そしてそれによって、我情我欲で覆い被せてしまっておる私共が実態。それそこに銘々の人間の難儀があるのです。そこで我神の子の自覚が出来たところからです、本心に立ち返ろうとする精進なんです。そして信心はもうこれに極まったと言う事なんです。信心とはわが心が神に向こうのを、信心というのじゃという。元つみに向かって精進するということなんです。しかもそれが限りなく続けられて行くと言う事。
その手立てとしてです、お道の縁を信心の縁を頂いて、金光大神が何時までも尽きぬおかげを話にして残しておって下さる。ご自分自身が、凡夫川手文治郎からです、段々生神へ向かっての精進をなさり、そこから御自身の信心体験。又は天地金乃神様から、直接御教えを頂かれてそれが徳になり、その徳というものは何時までも、何時までもおかげの頂けれる、いわゆるあの世、この世を通しておかげの頂けれる、尽きぬおかげの頂けれるという事をご自身が体験なさって。そしてそれを私共に伝えて下さる。話にして残しておくのぞと仰る。

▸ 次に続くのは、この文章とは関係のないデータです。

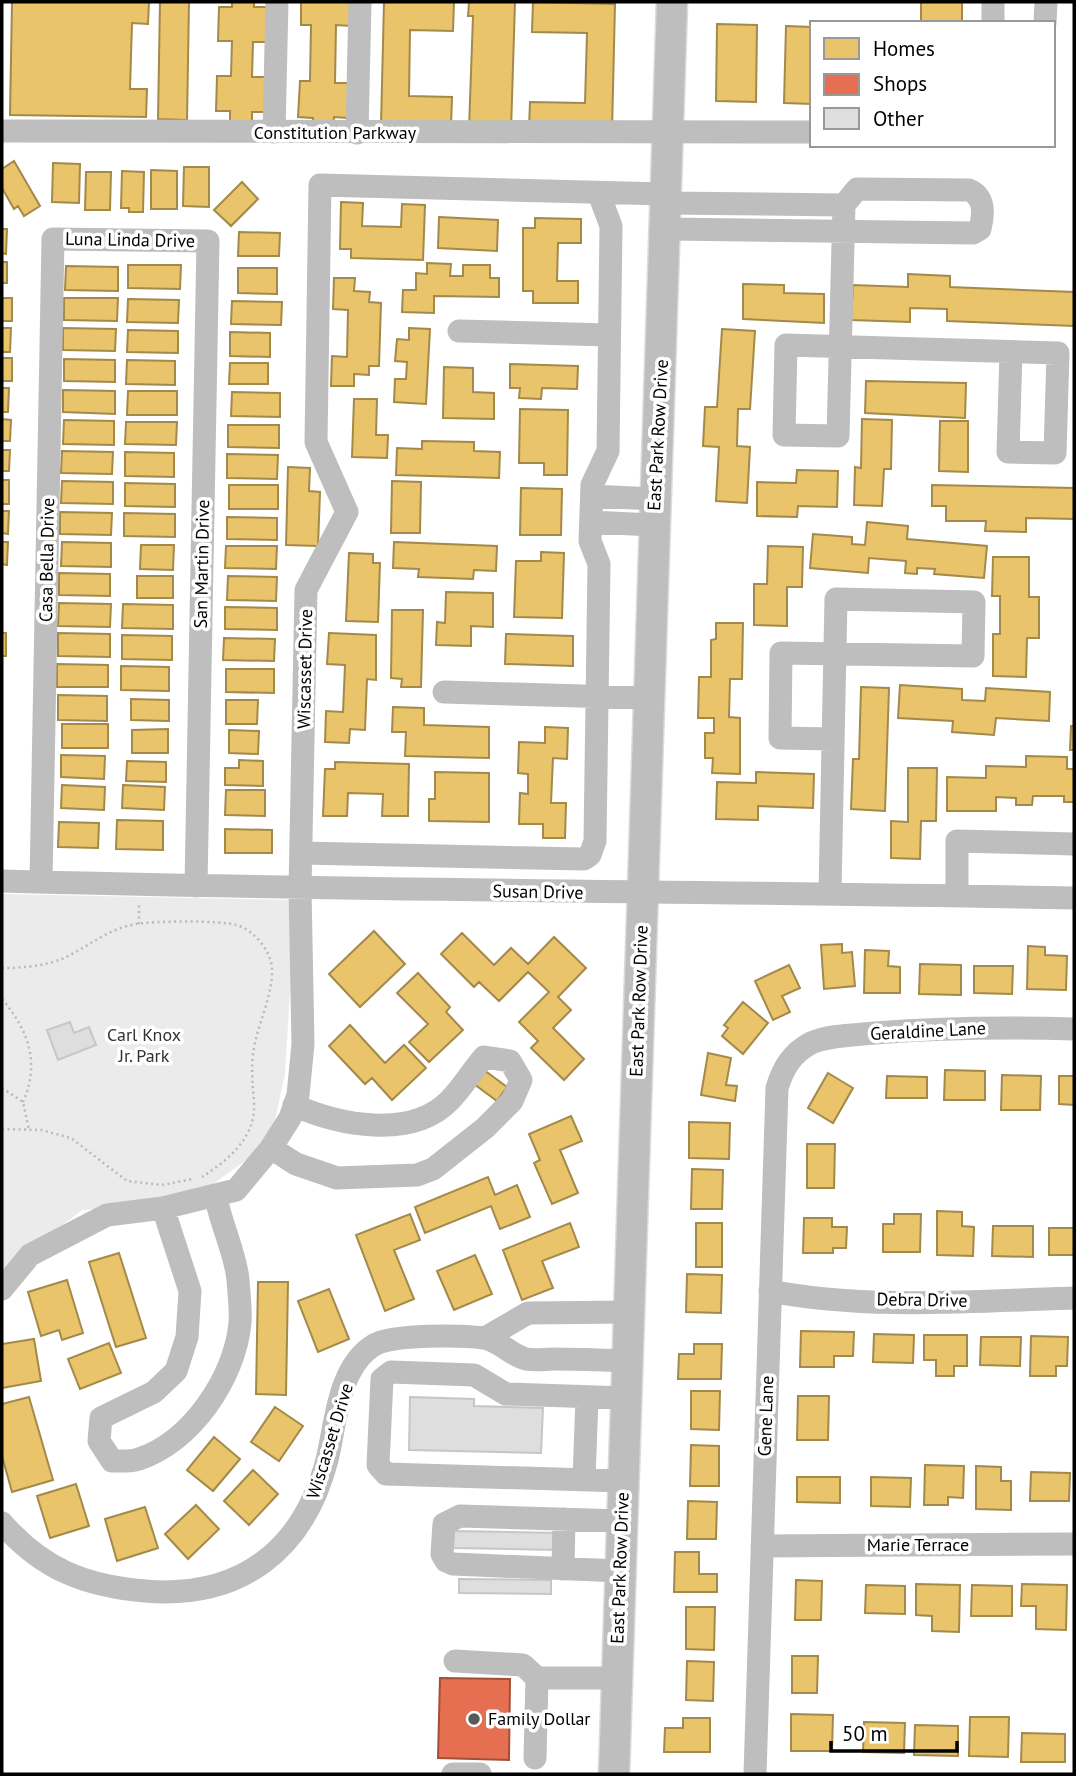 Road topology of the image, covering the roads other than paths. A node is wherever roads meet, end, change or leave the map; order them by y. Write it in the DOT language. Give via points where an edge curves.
graph roads {
  1 [pos="277,2"];
  2 [pos="360,2"];
  3 [pos="672,2"];
  4 [pos="993,2"];
  5 [pos="1046,2"];
  6 [pos="993,21"];
  7 [pos="1045,21"];
  8 [pos="2,131"];
  9 [pos="274,132"];
  10 [pos="810,132"];
  11 [pos="357,133"];
  12 [pos="667,133"];
  13 [pos="599,194"];
  14 [pos="844,205"];
  15 [pos="666,208"];
  16 [pos="844,232"];
  17 [pos="53,239"];
  18 [pos="208,241"];
  19 [pos="459,331"];
  20 [pos="609,335"];
  21 [pos="840,347"];
  22 [pos="1011,352"];
  23 [pos="592,496"];
  24 [pos="654,512"];
  25 [pos="591,522"];
  26 [pos="835,654"];
  27 [pos="444,692"];
  28 [pos="598,696"];
  29 [pos="649,698"];
  30 [pos="833,739"];
  31 [pos="1074,844"];
  32 [pos="301,858"];
  33 [pos="2,881"];
  34 [pos="41,882"];
  35 [pos="196,886"];
  36 [pos="300,890"];
  37 [pos="830,892"];
  38 [pos="643,893"];
  39 [pos="957,895"];
  40 [pos="1074,898"];
  41 [pos="1074,1029"];
  42 [pos="789,1061"];
  43 [pos="294,1105"];
  44 [pos="271,1148"];
  45 [pos="216,1198"];
  46 [pos="163,1208"];
  47 [pos="2,1289"];
  48 [pos="770,1292"];
  49 [pos="1074,1298"];
  50 [pos="629,1312"];
  51 [pos="485,1338"];
  52 [pos="627,1361"];
  53 [pos="586,1397"];
  54 [pos="626,1398"];
  55 [pos="584,1480"];
  56 [pos="623,1481"];
  57 [pos="564,1519"];
  58 [pos="622,1521"];
  59 [pos="2,1523"];
  60 [pos="1074,1544"];
  61 [pos="762,1546"];
  62 [pos="563,1569"];
  63 [pos="620,1571"];
  64 [pos="455,1661"];
  65 [pos="537,1678"];
  66 [pos="617,1678"];
  67 [pos="536,1758"];
  68 [pos="453,1774"];
  69 [pos="480,1774"];
  70 [pos="614,1774"];
  71 [pos="755,1774"];
  1 -- 9 [label="street"];
  2 -- 11 [label="street"];
  3 -- 12 [label="main road, East Park Row Drive"];
  4 -- 6 [label="street"];
  5 -- 7 [label="street"];
  8 -- 9 [label="street, Constitution Parkway"];
  9 -- 11 [label="street, Constitution Parkway"];
  10 -- 12 [label="street, Constitution Parkway"];
  11 -- 12 [label="street, Constitution Parkway"];
  12 -- 15 [label="main road, East Park Row Drive"];
  13 -- 15 [label="street, Wiscasset Drive"];
  13 -- 20 [label="street" via="611,226"];
  13 -- 32 [label="street, Wiscasset Drive" via="320,185 316,442 347,512 306,590"];
  14 -- 15 [label="street"];
  14 -- 16 [label="street"];
  14 -- 16 [label="street" via="856,189 969,190 977,193 983,217 980,229 973,233"];
  15 -- 16 [label="street"];
  15 -- 24 [label="main road, East Park Row Drive"];
  16 -- 21 [label="street"];
  17 -- 18 [label="street, Luna Linda Drive"];
  17 -- 34 [label="street, Casa Bella Drive"];
  18 -- 35 [label="street, San Martin Drive"];
  19 -- 20 [label="street"];
  20 -- 23 [label="street" via="608,451 592,485"];
  21 -- 21 [label="street" via="838,436 784,435 786,345"];
  21 -- 22 [label="street"];
  22 -- 22 [label="street" via="1058,353 1055,453 1008,452"];
  23 -- 24 [label="street"];
  23 -- 25 [label="street"];
  24 -- 25 [label="street"];
  24 -- 29 [label="main road, East Park Row Drive"];
  25 -- 28 [label="street" via="590,541 598,564"];
  26 -- 26 [label="street" via="973,656 974,602 836,599"];
  26 -- 30 [label="street"];
  26 -- 30 [label="street" via="781,653 780,738"];
  27 -- 28 [label="street"];
  28 -- 29 [label="street"];
  28 -- 32 [label="street" via="595,841 584,859"];
  29 -- 38 [label="main road, East Park Row Drive"];
  30 -- 37 [label="street"];
  31 -- 39 [label="street" via="957,841"];
  32 -- 36 [label="street, Wiscasset Drive"];
  33 -- 34 [label="street, Susan Drive"];
  34 -- 35 [label="street, Susan Drive"];
  35 -- 36 [label="street, Susan Drive"];
  36 -- 38 [label="street, Susan Drive"];
  36 -- 43 [label="street, Wiscasset Drive" via="303,1044"];
  37 -- 38 [label="street, Susan Drive"];
  37 -- 39 [label="street, Susan Drive"];
  38 -- 50 [label="main road, East Park Row Drive"];
  39 -- 40 [label="street, Susan Drive"];
  41 -- 42 [label="street, Geraldine Lane" via="932,1029 853,1035 813,1042"];
  42 -- 48 [label="street, Gene Lane" via="777,1088"];
  43 -- 44 [label="street, Wiscasset Drive"];
  43 -- 44 [label="street" via="380,1125 418,1119 450,1101 484,1057 510,1061 521,1080 512,1101 485,1128 417,1175 337,1178 296,1164"];
  44 -- 45 [label="street, Wiscasset Drive" via="236,1191"];
  45 -- 46 [label="street, Wiscasset Drive"];
  45 -- 46 [label="street" via="238,1277 240,1325 226,1374 204,1409 170,1445 137,1460 112,1461 99,1441 100,1419 154,1392 169,1378 176,1371 187,1337 190,1291"];
  46 -- 47 [label="street, Wiscasset Drive" via="107,1215 30,1255"];
  48 -- 49 [label="street, Debra Drive" via="807,1298 925,1301"];
  48 -- 61 [label="street, Gene Lane"];
  50 -- 51 [label="street" via="528,1313"];
  50 -- 52 [label="main road, East Park Row Drive"];
  51 -- 52 [label="street, Wiscasset Drive" via="525,1359"];
  51 -- 59 [label="street, Wiscasset Drive" via="391,1338 372,1346 353,1367 339,1403 326,1461 301,1524 261,1564 206,1591 180,1594 108,1588 78,1579 18,1542"];
  52 -- 54 [label="main road, East Park Row Drive"];
  53 -- 54 [label="street"];
  53 -- 55 [label="street"];
  53 -- 55 [label="street" via="506,1394 474,1375 391,1372 382,1378 378,1465 386,1474"];
  54 -- 56 [label="main road, East Park Row Drive"];
  55 -- 56 [label="street"];
  56 -- 58 [label="main road, East Park Row Drive"];
  57 -- 58 [label="street"];
  57 -- 62 [label="street"];
  57 -- 62 [label="street" via="460,1516 444,1524 442,1554 453,1564"];
  58 -- 63 [label="main road, East Park Row Drive"];
  60 -- 61 [label="street, Marie Terrace"];
  61 -- 71 [label="street, Gene Lane"];
  62 -- 63 [label="street"];
  63 -- 66 [label="main road, East Park Row Drive"];
  64 -- 65 [label="street" via="523,1665"];
  65 -- 66 [label="street"];
  65 -- 67 [label="street"];
  66 -- 70 [label="main road, East Park Row Drive"];
  68 -- 69 [label="street"];
}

だからその話を私共が、まともからです忠実にです、それを行じて行くという生き方を身に付けて、そして限りなく精進させて頂くということ。それは元つみに向かって精進していくという事。言いかえると神へ向かって精進していくと言う事。そして信心はこれに極まったと確信して、あらゆる問題あらゆる難儀。そういう難儀問題を通してです、いよいよそれを生神への、いうなら元つみへに進んで行く事のための、手懸りともし足がかりともして、進んで行くんだと思い込む。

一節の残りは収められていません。